> _What you will do_
Please set down, unchanged, the line containing "For a GIS import: Build" and all the lines that follow it until the data below ends.

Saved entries
·····

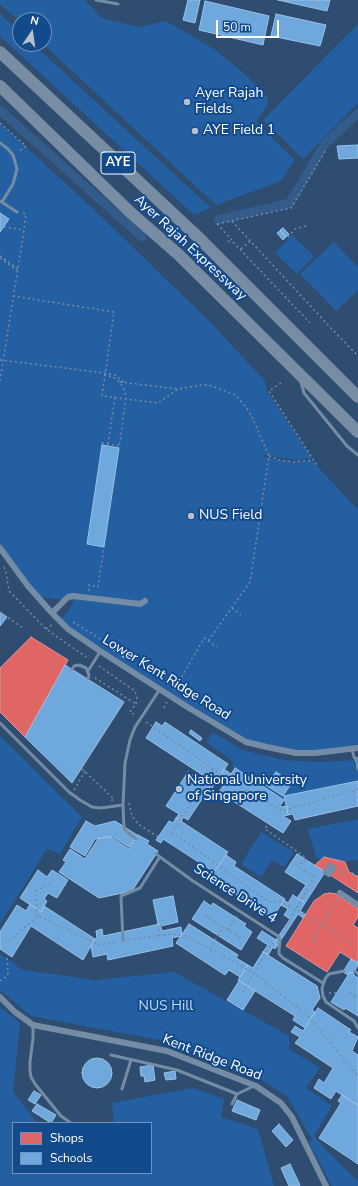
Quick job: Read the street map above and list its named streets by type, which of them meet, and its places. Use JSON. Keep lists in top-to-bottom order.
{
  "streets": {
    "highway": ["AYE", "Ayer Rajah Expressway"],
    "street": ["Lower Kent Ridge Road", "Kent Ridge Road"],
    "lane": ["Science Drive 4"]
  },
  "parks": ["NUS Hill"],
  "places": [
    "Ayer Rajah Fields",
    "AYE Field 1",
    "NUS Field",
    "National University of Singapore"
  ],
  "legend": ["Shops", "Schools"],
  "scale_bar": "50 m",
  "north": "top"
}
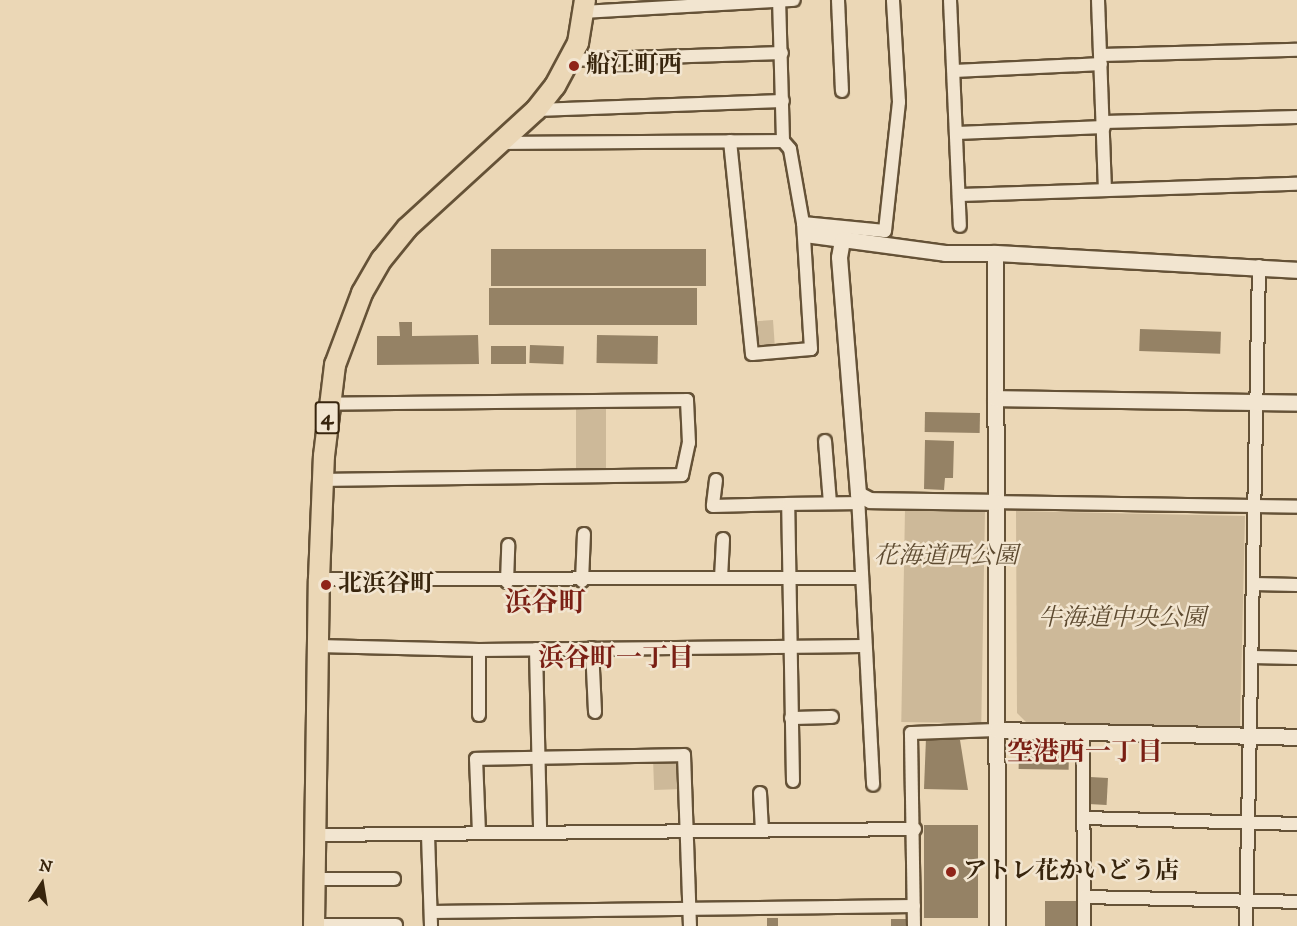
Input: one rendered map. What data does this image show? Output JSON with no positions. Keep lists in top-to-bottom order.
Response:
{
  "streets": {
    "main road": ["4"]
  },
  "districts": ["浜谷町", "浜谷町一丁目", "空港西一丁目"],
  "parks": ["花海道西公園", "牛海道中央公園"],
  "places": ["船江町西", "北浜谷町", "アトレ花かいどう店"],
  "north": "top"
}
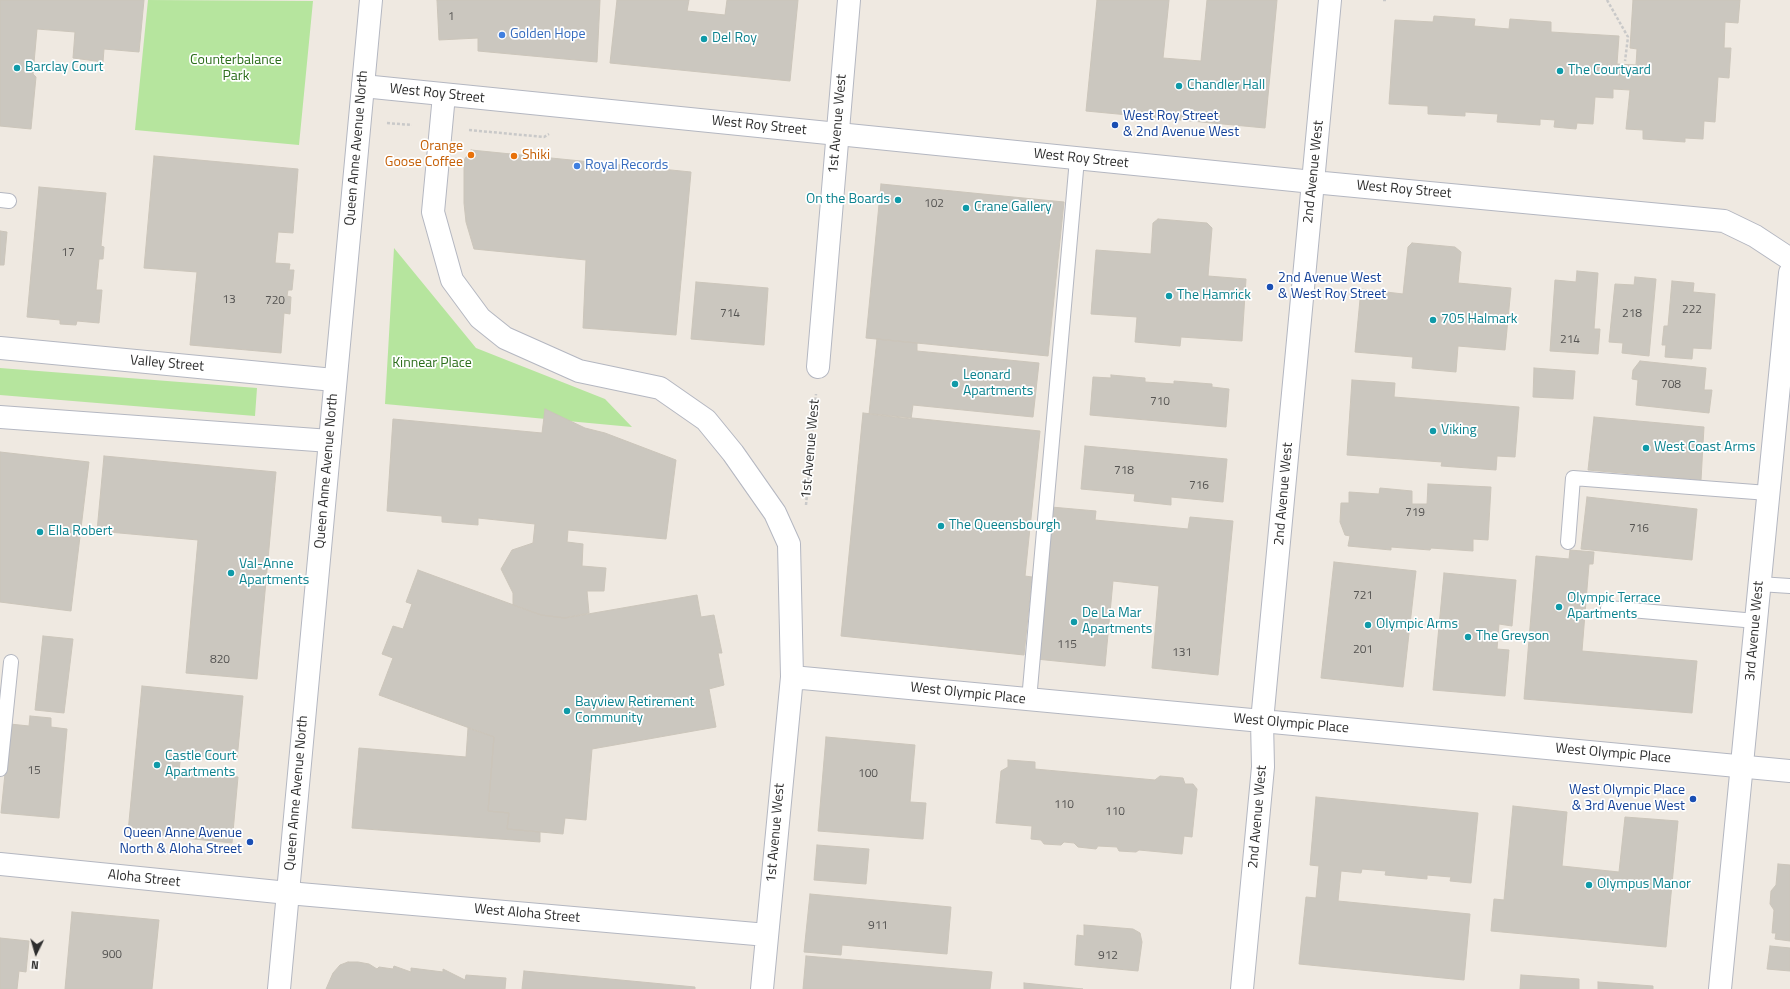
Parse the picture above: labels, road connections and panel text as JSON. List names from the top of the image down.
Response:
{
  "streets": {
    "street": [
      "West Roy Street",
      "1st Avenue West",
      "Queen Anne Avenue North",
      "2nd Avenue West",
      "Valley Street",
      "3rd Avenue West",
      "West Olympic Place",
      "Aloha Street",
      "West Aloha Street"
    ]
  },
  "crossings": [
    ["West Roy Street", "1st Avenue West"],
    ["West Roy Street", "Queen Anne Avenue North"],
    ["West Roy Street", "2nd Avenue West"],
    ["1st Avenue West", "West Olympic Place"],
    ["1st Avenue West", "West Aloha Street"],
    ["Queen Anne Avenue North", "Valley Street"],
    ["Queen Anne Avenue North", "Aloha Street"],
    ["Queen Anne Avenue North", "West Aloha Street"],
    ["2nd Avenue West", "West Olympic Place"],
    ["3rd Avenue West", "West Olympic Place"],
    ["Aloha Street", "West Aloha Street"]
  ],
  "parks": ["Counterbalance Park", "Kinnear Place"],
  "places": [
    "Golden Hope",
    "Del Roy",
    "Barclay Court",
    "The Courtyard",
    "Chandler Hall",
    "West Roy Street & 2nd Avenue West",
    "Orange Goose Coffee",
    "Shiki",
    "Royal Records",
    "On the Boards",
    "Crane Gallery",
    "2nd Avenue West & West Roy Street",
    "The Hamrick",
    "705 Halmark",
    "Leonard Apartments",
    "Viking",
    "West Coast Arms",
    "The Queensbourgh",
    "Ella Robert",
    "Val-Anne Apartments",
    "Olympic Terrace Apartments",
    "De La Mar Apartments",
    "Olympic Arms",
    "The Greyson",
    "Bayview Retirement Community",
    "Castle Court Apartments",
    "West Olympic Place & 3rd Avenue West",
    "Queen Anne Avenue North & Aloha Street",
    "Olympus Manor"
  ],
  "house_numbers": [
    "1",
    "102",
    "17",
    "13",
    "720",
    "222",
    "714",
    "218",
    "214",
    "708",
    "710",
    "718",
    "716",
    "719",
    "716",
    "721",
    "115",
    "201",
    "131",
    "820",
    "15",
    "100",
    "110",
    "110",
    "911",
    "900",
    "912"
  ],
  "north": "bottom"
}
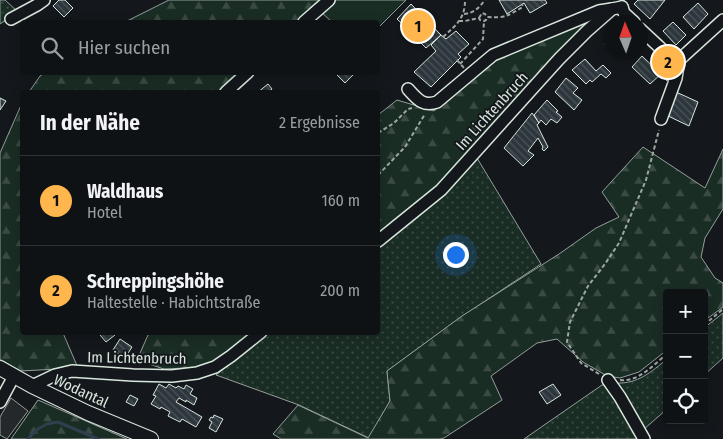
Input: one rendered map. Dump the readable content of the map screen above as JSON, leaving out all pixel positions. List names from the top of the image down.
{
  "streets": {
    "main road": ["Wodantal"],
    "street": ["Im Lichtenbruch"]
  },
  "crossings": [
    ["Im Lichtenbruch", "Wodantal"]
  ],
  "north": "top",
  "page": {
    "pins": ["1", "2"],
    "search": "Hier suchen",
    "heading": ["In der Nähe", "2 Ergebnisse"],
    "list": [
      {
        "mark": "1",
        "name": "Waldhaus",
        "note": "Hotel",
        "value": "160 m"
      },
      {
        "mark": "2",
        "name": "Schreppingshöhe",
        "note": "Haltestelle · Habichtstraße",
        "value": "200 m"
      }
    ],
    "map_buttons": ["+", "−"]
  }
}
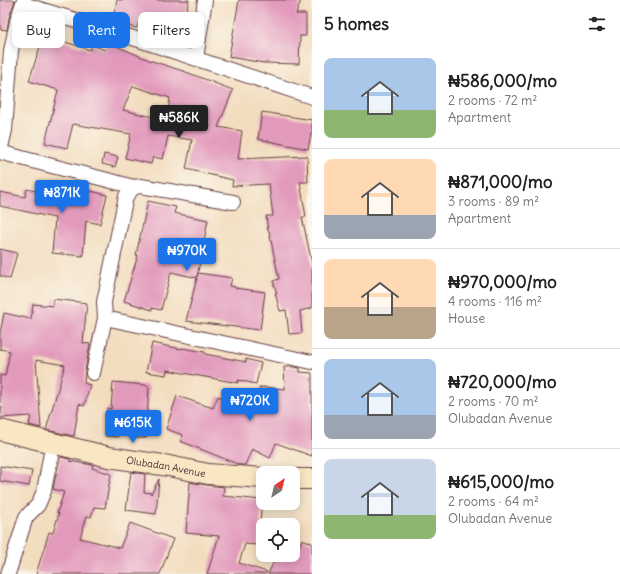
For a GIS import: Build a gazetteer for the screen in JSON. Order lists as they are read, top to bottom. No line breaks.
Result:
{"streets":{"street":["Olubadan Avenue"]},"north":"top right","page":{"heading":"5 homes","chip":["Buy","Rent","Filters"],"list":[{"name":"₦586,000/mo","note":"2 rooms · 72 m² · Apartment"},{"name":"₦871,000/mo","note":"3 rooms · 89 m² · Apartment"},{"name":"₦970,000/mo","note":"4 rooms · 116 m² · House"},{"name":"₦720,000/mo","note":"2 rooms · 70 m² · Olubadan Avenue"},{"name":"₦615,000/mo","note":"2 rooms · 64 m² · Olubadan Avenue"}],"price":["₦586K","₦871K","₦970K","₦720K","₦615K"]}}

·····

> _Result below_
For a GIS import: Build a gazetteer for the screen in JSON. Order lists as they are read, top to bottom. No line breaks.
Result:
{"streets":{"street":["Olubadan Avenue"]},"north":"top right","page":{"heading":"5 homes","chip":["Buy","Rent","Filters"],"list":[{"name":"₦586,000/mo","note":"2 rooms · 72 m² · Apartment"},{"name":"₦871,000/mo","note":"3 rooms · 89 m² · Apartment"},{"name":"₦970,000/mo","note":"4 rooms · 116 m² · House"},{"name":"₦720,000/mo","note":"2 rooms · 70 m² · Olubadan Avenue"},{"name":"₦615,000/mo","note":"2 rooms · 64 m² · Olubadan Avenue"}],"price":["₦586K","₦871K","₦970K","₦720K","₦615K"]}}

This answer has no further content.